If we are unfaithful, he remains faithful, for he cannot deny who he is. (2 Timothy 2:13 NLT)
June 17th was my 26th birthday. I have spent my birthdays in some of the least desirable places and in the least desirable state of mind. When my birthday comes around now a days, I am so grateful for being free, both physically and spiritually, that I could really be doing anything and I would be happy. So much so that a couple years ago I picked up at couple of shifts at the restaurant I was working at and worked a double.
The week leading up to my birthday was probably the hardest week I have had since the day I was in my accident. It started off with getting a crippling migraine. It was so bad that I threw up a couple times and made me delusional amongst other things. I have only gotten a migraine once before and I knew that they are not very pleasurable. It really took me out of commission and the effects or the migraine lasted a few days. My week continued to get harder. I don't want to get into a long list of every little thing that happened. I want to stay away from self-pity as much as possible. Things continued to go wrong. My body continued to act up. I was having issues that I haven't had in months. Relationships were strained and there were a lot of confrontational conversations that offenses were taken.

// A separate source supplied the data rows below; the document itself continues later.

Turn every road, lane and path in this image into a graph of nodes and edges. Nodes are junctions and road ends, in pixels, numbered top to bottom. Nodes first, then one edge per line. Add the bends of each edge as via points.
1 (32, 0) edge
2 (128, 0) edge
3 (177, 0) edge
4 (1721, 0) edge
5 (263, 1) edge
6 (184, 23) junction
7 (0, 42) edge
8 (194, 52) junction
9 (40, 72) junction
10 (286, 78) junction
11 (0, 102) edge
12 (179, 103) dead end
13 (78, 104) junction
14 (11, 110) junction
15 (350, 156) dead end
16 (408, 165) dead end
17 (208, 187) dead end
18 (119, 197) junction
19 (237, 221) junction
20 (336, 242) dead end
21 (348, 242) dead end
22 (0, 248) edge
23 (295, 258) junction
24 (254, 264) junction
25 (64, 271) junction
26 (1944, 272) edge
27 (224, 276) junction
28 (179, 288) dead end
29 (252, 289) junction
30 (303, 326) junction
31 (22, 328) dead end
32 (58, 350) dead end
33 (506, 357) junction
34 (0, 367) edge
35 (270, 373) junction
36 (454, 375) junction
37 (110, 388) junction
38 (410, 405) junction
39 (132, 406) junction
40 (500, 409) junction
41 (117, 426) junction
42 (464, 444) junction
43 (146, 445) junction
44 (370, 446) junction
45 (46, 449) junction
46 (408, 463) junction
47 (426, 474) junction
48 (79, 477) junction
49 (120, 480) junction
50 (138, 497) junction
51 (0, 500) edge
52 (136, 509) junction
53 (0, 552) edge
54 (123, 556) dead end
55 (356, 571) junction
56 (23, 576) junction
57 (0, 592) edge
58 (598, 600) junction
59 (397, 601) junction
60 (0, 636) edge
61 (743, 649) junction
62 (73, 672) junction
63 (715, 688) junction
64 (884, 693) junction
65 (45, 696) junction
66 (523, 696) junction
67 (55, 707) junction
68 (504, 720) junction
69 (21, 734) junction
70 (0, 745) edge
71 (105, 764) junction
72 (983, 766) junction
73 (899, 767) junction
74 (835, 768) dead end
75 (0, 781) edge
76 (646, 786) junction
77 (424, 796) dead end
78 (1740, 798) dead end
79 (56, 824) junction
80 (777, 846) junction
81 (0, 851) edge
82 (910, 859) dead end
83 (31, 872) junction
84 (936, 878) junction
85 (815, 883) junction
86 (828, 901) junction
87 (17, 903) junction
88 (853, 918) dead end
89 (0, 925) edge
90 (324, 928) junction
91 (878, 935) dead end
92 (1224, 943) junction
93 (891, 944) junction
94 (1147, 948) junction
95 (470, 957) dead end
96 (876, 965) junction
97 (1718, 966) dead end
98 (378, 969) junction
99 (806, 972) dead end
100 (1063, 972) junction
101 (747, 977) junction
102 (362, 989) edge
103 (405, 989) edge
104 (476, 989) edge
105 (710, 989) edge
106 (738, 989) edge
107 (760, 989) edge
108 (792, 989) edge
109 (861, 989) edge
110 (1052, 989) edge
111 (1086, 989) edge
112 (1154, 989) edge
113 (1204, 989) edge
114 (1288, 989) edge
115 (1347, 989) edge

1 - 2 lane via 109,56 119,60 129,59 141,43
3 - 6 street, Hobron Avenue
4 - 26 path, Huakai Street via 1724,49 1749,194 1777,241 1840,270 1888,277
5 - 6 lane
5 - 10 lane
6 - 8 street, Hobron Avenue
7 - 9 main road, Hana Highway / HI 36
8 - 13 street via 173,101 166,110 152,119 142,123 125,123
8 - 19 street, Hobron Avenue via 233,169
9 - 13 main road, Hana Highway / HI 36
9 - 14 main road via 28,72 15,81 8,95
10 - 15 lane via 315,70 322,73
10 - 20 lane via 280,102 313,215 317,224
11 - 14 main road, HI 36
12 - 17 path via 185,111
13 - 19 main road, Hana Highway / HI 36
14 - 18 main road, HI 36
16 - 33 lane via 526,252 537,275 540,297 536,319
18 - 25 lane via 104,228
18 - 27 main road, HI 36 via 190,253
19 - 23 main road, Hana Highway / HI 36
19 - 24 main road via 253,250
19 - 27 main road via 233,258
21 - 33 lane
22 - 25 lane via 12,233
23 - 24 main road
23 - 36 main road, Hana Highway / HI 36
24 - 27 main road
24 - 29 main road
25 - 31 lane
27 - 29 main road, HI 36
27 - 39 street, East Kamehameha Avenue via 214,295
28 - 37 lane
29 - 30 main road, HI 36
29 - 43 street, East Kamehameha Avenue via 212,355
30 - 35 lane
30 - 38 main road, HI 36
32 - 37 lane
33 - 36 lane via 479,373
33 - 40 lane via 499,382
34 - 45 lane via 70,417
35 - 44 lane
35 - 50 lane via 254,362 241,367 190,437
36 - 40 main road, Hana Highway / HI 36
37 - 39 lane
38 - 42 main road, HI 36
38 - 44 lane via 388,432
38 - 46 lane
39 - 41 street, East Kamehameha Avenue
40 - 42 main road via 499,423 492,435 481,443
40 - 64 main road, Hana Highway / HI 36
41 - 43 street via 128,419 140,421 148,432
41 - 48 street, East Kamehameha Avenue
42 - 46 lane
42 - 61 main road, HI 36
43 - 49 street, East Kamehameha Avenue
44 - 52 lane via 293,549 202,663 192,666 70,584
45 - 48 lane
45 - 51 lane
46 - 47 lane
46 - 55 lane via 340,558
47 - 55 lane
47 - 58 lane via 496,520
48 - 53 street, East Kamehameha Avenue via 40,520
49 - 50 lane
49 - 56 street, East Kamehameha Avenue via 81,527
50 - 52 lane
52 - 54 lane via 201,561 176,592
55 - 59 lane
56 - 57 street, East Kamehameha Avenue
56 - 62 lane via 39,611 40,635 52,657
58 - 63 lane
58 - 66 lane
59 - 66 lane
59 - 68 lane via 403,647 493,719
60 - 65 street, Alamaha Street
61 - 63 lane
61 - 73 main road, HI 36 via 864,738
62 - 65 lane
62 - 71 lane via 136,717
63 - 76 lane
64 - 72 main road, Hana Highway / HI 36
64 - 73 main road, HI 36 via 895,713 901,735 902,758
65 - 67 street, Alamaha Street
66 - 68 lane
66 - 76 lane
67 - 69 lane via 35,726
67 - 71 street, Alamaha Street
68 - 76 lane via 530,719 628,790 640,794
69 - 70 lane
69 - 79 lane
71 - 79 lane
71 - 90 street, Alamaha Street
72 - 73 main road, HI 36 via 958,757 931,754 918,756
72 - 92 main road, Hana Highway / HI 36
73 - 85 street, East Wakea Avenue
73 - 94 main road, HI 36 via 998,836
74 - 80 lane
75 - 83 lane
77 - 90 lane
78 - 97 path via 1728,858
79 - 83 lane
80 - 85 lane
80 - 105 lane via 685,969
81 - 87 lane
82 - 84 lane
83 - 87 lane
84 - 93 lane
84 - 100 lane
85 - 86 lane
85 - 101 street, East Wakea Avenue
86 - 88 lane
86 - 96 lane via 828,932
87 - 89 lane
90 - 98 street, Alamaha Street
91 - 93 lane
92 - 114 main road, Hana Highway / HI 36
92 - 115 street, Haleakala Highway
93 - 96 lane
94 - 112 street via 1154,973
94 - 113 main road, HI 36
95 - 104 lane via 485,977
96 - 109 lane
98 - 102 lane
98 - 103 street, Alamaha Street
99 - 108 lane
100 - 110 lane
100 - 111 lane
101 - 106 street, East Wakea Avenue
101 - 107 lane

Things added up. It felt like I was being hit with a barrage of "fiery darts" from the enemy. To be honest I was growing extremely weary, so much so that putting on the armor of God was becoming tiresome. I didn't think I could fight one more day, I wanted to tap out, but such is life. I can't just tap out or say to the devil, "this is getting pretty hard bud. Do you think you could just give me a break for a couple days and we can get right back to this spiritual war, thanks". All these thing accumulated into me sitting in my living room with my parents weeping. To be honest my mind was asking The Lord questions like, "where are you? I thought you were supposed to be my protector? Why all this God? Isn't being in a chair enough." Since i have gotten hurt i have never came to the point where I was asking him questions like this. I don't know if they were always there and that week brought them up or if it was a new battle I was in. My heart however, knew the truth. That he is faithful, unconditionally faithful. My mind would ask these questions and m heart would answer with experiences that God had remained faithful through this accident. My heart was hurting because I was asking God, my creator and savior, these questions in my head. It had been a battle all week and I was in the middle of an epic one. It would be a turning point in this spiritual war I am in. My parents and I cried, prayed, and declared truth that we knew in our heart of hearts.
I am so grateful that I was able to express with God the gut-wrenching honesty of where I was at. I have learned that that is so important. I went to bed that night with not a lot of answers, but I felt lighter. I went to bed, after I cried all my tears and vomited all my feelings and emotions to God, deciding to believe truth, his truth. I have written before about not letting circumstances or feelings control me and how they are facts and sometimes facts get in the way of truth. This night was a very intense opportunity to practice that.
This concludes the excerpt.